In Money We Trust? What the Bible Says About Wealth
Last updated on: December 13, 2021 • Posted in:“In God We Trust” has been engraved on our coins since 1864. Somewhere in the intervening years, however, it seems we’ve shifted from trust in God to trust in the coin itself. This isn’t a recent phenomenon; it’s been happening for a long time.
King Solomon, in his book of wisdom known as Proverbs, puts it this way:
“The wealth of the rich is their fortified city; they imagine it an unscalable wall” (Prov. 18:11).
There are many people today for whom wealth is their unscalable wall. They truly believe if they acquire enough of it, build up a high enough wall of it, the cares and concerns of the world will not be able to climb over. The problem, of course, lies in the fact that cares and concerns have very creative ways of mounting siege ramps against the walls of wealth and breach even the highest parapets. Insecurities also find ways to tunnel under the strongest edifices.
Money, quite simply, is not a secure thing to put your trust in. Again, from Proverbs:
“Do not wear yourself out to get riches, and have the wisdom to show restraint. Cast but a glance at riches, and they are gone, for they will surely sprout wings and fly off to the sky like an eagle” (23:4-5).

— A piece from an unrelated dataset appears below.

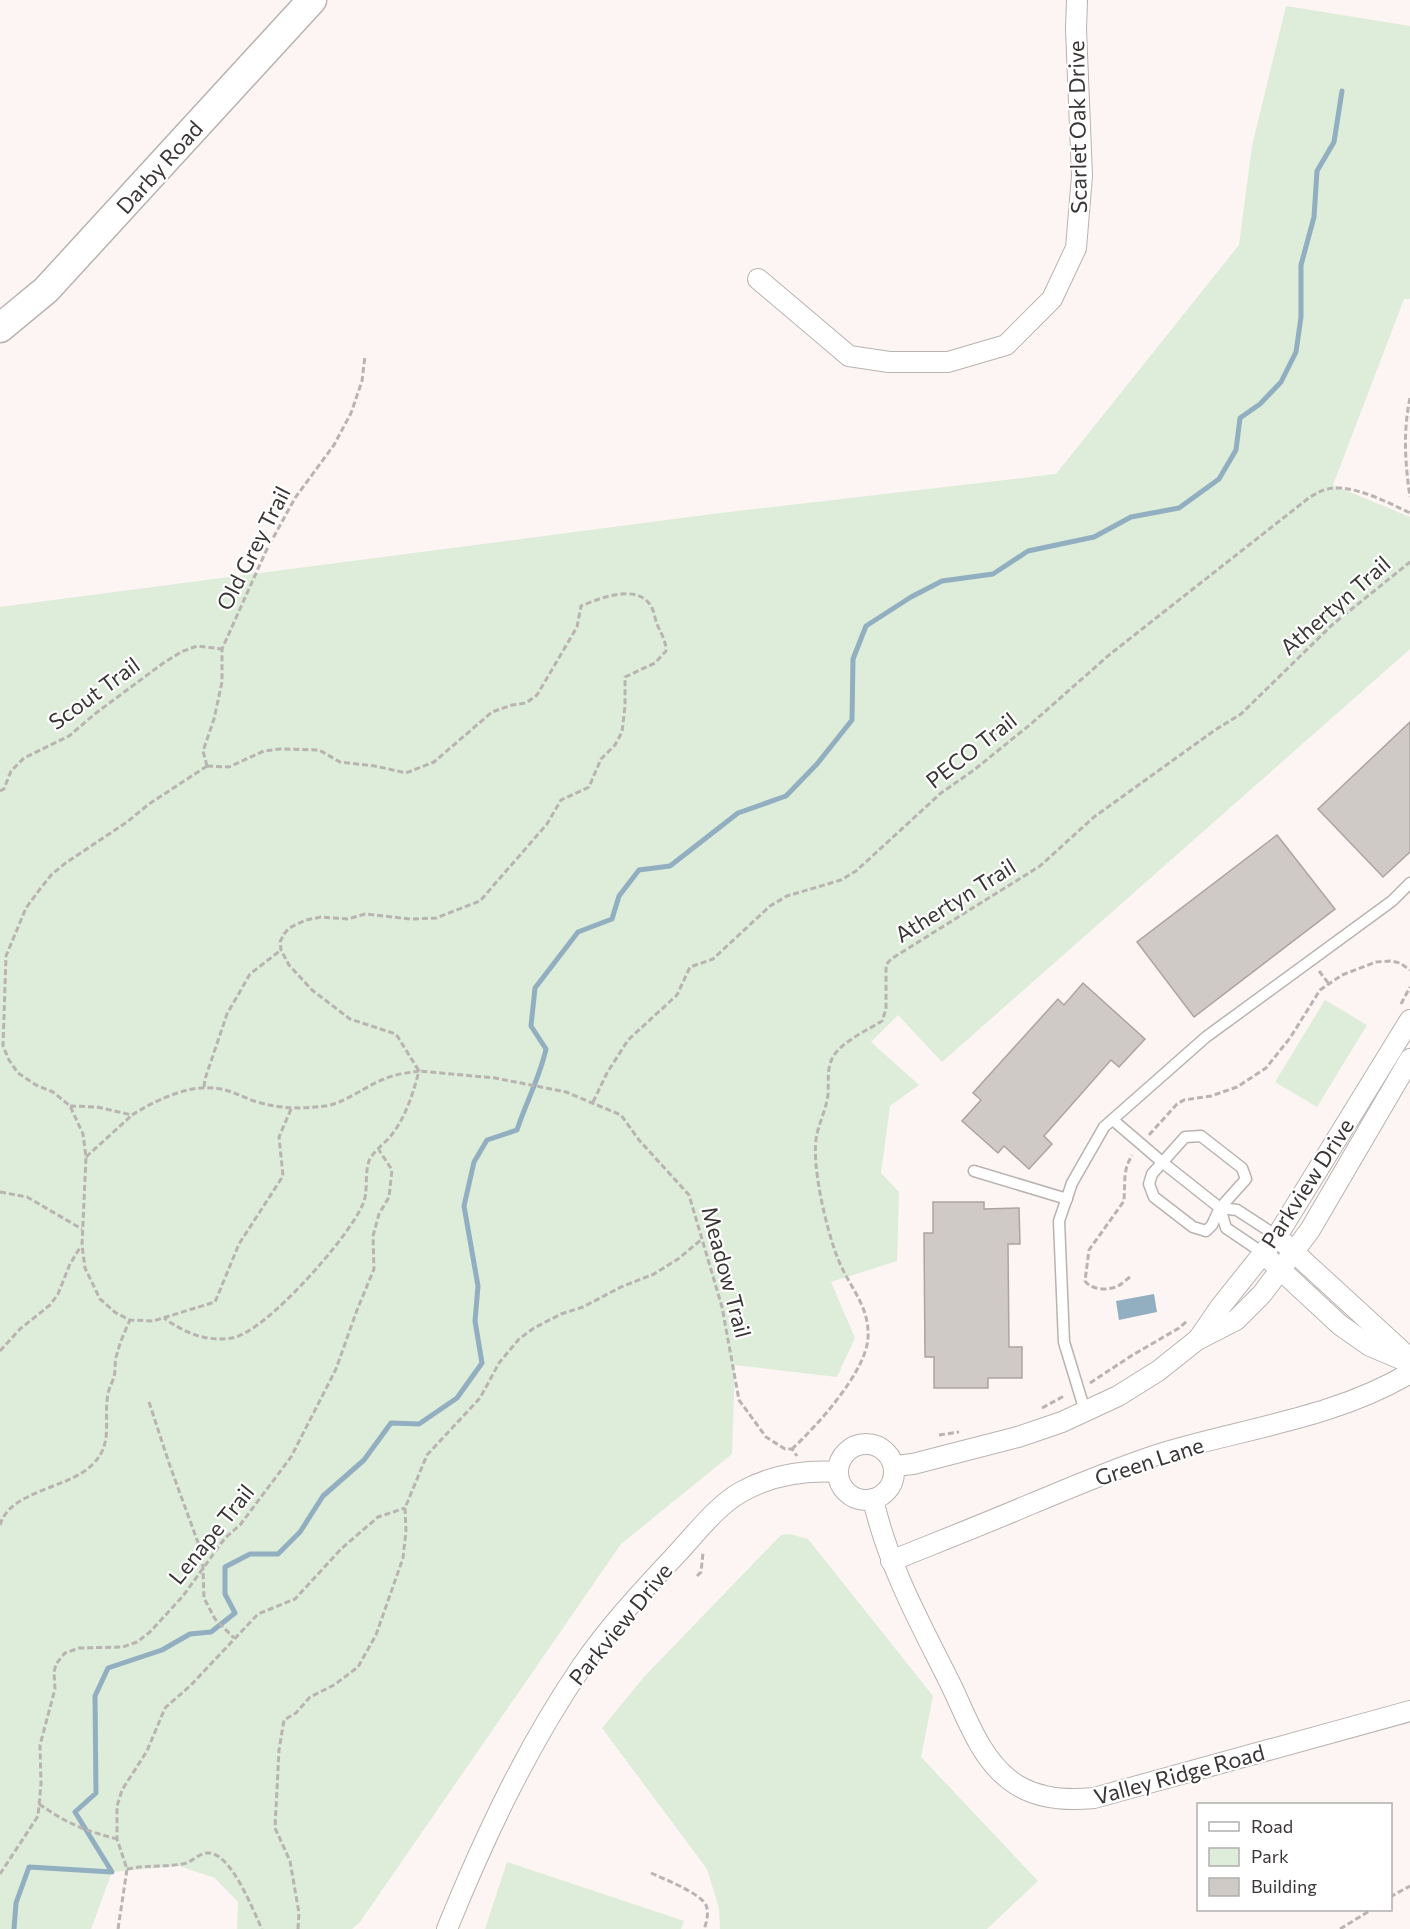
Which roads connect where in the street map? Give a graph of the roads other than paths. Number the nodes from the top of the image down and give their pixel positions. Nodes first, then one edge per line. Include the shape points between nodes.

Money is a fluid, dynamic entity, and its worth is based upon factors out of the control of most people. A person’s wealth can be made and lost within a single year.
How many people have won millions of dollars on a lottery one year, only to wind up losing it all within a short span of time? How many people put their trust in the wealth they committed to Bernie Madoff, only to lose every cent in his billion-dollar Ponzi scheme? Money is not an appropriate place to look for security.
Money can be made and even more money made … and still not enough. This is especially true if money and acquiring money have become an excessity.
Revisit the Solomon quote in Ecclesiastes:
“Whoever loves money, never has enough; whoever loves wealth is never satisfied with his income. This too is meaningless” (Eccl. 5:10).
Solomon was the wealthiest person of his day, above all the other kings on earth. He was incredibly wealthy and incredibly wise. He knew that wealth and acquiring wealth can become a black-hole, Gotta Have It! excessity. Perceiving money as security can create an obsession with money and the things money can buy. And because money can, quite frankly, buy a great deal, there is a tendency to assign it more power than it’s due; there is a tendency to trust it more than is wise.
Money is not permanent because it can be lost in a blink of an eye (or in the crash of the stock market, or in the devaluation of currency, or through theft or malfeasance or cooked books). It is not permanent in the here and now, and it’s absolutely irrelevant in the hereafter. Money can get you some tract when you’re alive, but it is useless to you when you’re dead:
“Do not be overawed when a man grows rich, when the splendor of his house increases; for he will take nothing with him when he dies, his splendor will not descend with him” (Ps. 49:16-17).
In cruder, present-day language: The hearse doesn’t come with a trailer.
Money promises to provide security, but it often creates the opposite:
“A man’s riches may ransom his life, but a poor man hears no threat” (Prov. 13:8).
The more stock you set in the things you have, including money and things money can buy, the greater the threat of losing it all. Those who have much have much to lose. Those with little, sleep under a lesser threat of loss and can feel more secure.
Money can be a source of security, but it can also be a source of heartburn:
“The sleep of a laborer is sweet, whether he eats little or much, but the abundance of a rich man permits him no sleep” (Eccl. 5:12).
If you put all your security eggs in the money basket, then you must perpetually worry about eggs breaking and losing both.